> _Required work_: Exactly as they appear below, repeat the lines from the one with "pinky tip: (198, 202)" through the one with "ring tip: (369, 156)", and no others.

> _Records shown_:
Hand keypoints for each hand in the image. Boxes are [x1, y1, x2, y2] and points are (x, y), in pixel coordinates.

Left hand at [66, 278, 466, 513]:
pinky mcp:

--

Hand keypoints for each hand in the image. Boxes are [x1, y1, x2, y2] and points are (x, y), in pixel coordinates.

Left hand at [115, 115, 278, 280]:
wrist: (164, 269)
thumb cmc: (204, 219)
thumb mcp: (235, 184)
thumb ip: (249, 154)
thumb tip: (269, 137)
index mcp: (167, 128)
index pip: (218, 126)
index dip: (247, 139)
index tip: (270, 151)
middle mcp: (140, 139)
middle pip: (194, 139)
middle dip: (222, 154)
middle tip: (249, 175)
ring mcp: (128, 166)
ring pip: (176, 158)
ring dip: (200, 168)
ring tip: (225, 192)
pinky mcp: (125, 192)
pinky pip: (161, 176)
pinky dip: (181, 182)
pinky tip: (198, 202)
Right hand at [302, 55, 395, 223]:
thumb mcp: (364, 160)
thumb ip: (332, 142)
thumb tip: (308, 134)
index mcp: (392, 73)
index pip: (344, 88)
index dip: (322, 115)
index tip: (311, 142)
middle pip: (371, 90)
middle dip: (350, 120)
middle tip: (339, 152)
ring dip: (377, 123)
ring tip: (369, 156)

> _Exercise result_:
pinky tip: (198, 202)
Right hand at [302, 55, 395, 223]:
thumb mcp: (364, 160)
thumb ip: (332, 142)
thumb tip: (308, 134)
index mcp: (392, 73)
index pip: (344, 88)
index dip: (322, 115)
index tip: (311, 142)
middle pip: (371, 90)
middle dip: (350, 120)
middle tip: (339, 152)
ring dip: (377, 123)
ring tip: (369, 156)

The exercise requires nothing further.